**PROBLEM DESCRIPTION**
Draw out every line with the word "Chowk" from the listing below.
----
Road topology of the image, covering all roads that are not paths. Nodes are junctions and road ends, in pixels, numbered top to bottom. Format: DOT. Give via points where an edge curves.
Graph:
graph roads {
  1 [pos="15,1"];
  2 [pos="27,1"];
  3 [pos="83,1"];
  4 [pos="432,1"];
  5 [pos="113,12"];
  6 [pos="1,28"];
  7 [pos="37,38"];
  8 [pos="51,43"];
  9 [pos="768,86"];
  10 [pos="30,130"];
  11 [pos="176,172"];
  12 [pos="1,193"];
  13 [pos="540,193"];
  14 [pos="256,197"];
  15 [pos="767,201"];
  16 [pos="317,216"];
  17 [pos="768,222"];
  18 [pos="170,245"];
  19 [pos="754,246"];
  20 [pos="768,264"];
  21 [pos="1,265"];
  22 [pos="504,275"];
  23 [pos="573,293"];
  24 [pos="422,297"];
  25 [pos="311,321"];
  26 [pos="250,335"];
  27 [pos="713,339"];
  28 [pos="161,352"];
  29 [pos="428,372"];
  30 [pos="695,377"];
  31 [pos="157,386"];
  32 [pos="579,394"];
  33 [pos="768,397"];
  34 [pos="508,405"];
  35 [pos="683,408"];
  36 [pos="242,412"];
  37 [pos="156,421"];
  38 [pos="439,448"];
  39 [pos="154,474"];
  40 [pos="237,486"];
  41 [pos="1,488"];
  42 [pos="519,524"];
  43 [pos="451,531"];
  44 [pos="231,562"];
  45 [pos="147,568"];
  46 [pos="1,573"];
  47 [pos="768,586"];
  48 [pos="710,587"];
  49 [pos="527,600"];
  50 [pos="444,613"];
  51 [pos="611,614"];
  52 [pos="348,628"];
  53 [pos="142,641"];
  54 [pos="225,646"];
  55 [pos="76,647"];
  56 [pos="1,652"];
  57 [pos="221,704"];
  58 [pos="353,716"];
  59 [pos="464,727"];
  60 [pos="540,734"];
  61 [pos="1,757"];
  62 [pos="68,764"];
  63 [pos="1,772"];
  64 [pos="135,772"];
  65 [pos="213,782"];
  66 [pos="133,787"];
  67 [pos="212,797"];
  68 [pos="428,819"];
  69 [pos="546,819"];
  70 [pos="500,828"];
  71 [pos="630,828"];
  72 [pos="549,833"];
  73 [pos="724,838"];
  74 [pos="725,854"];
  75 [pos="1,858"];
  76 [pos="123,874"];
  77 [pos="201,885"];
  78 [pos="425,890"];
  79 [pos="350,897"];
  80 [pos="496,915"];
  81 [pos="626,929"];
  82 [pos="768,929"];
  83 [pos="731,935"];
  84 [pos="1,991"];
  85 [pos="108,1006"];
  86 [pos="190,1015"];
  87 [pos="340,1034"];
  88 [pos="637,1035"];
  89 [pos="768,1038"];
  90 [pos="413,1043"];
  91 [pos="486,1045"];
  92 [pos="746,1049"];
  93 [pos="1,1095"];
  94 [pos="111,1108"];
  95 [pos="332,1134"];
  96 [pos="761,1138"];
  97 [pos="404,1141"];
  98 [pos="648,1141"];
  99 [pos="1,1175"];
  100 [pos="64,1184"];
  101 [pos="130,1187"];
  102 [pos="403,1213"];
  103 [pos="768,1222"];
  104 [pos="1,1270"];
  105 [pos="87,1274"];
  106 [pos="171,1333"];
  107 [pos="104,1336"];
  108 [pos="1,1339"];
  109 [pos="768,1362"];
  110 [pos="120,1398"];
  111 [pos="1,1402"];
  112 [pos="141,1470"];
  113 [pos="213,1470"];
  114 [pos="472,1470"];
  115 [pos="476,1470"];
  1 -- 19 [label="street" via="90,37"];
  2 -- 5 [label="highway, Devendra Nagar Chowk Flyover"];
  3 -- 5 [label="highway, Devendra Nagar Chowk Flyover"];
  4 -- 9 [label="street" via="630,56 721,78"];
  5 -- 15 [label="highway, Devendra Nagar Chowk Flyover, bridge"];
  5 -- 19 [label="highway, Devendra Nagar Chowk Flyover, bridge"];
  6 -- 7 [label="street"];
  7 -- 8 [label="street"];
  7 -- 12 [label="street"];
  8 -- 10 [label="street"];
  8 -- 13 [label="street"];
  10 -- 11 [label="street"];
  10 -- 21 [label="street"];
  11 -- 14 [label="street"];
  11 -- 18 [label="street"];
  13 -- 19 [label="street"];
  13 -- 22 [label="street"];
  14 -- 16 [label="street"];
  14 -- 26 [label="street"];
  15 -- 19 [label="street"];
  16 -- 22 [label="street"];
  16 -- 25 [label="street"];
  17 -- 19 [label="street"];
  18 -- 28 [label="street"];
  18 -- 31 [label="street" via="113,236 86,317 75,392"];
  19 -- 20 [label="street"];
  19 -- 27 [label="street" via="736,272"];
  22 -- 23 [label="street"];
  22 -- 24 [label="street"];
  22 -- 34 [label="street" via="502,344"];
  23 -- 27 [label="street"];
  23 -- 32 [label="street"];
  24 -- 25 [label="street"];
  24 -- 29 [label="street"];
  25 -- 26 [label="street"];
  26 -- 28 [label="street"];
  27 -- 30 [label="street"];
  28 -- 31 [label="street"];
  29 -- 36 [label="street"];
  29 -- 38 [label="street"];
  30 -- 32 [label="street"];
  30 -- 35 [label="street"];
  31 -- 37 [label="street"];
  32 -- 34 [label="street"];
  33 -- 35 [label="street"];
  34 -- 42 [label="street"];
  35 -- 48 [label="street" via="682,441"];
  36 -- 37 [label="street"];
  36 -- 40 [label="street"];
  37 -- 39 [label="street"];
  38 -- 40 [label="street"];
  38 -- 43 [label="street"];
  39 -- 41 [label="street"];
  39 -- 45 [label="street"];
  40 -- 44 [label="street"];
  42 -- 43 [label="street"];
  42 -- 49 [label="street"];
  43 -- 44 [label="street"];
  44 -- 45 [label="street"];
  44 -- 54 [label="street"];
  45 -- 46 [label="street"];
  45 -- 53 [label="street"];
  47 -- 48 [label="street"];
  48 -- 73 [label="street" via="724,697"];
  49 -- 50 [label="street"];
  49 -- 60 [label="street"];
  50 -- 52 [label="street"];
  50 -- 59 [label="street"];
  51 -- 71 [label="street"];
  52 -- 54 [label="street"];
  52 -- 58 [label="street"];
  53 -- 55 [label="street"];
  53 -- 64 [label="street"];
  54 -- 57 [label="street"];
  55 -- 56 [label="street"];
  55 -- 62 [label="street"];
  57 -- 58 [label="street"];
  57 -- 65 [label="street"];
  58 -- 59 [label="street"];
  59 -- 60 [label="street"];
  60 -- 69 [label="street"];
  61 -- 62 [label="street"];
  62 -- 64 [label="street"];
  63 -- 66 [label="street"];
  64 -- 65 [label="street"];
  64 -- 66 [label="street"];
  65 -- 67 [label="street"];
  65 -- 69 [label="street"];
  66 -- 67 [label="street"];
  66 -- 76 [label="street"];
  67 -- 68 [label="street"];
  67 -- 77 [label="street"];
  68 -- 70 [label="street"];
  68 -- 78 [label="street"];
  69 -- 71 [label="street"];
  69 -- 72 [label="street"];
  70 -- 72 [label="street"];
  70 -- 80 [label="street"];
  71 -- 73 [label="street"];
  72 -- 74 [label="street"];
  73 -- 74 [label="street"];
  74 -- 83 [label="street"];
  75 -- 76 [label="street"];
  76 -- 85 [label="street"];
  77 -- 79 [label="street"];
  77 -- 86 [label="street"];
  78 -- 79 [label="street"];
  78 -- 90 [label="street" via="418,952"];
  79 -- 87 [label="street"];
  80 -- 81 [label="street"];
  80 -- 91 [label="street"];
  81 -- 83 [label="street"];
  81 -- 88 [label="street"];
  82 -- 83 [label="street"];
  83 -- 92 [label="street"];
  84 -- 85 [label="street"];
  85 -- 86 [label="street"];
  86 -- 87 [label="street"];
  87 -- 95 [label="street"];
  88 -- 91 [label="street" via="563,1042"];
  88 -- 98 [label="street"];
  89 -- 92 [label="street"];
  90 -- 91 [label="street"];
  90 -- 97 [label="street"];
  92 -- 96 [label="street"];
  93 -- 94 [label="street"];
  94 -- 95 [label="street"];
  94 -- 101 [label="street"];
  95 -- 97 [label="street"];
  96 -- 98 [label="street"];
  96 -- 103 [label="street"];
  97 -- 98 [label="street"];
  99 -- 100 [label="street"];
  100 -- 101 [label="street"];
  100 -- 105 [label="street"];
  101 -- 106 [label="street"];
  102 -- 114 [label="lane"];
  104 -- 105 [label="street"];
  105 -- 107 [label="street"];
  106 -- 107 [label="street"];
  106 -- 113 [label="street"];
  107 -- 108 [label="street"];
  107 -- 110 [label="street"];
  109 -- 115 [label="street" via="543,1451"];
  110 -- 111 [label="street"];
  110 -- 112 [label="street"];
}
----
**SOLVED EXERCISE**
  2 -- 5 [label="highway, Devendra Nagar Chowk Flyover"];
  3 -- 5 [label="highway, Devendra Nagar Chowk Flyover"];
  5 -- 15 [label="highway, Devendra Nagar Chowk Flyover, bridge"];
  5 -- 19 [label="highway, Devendra Nagar Chowk Flyover, bridge"];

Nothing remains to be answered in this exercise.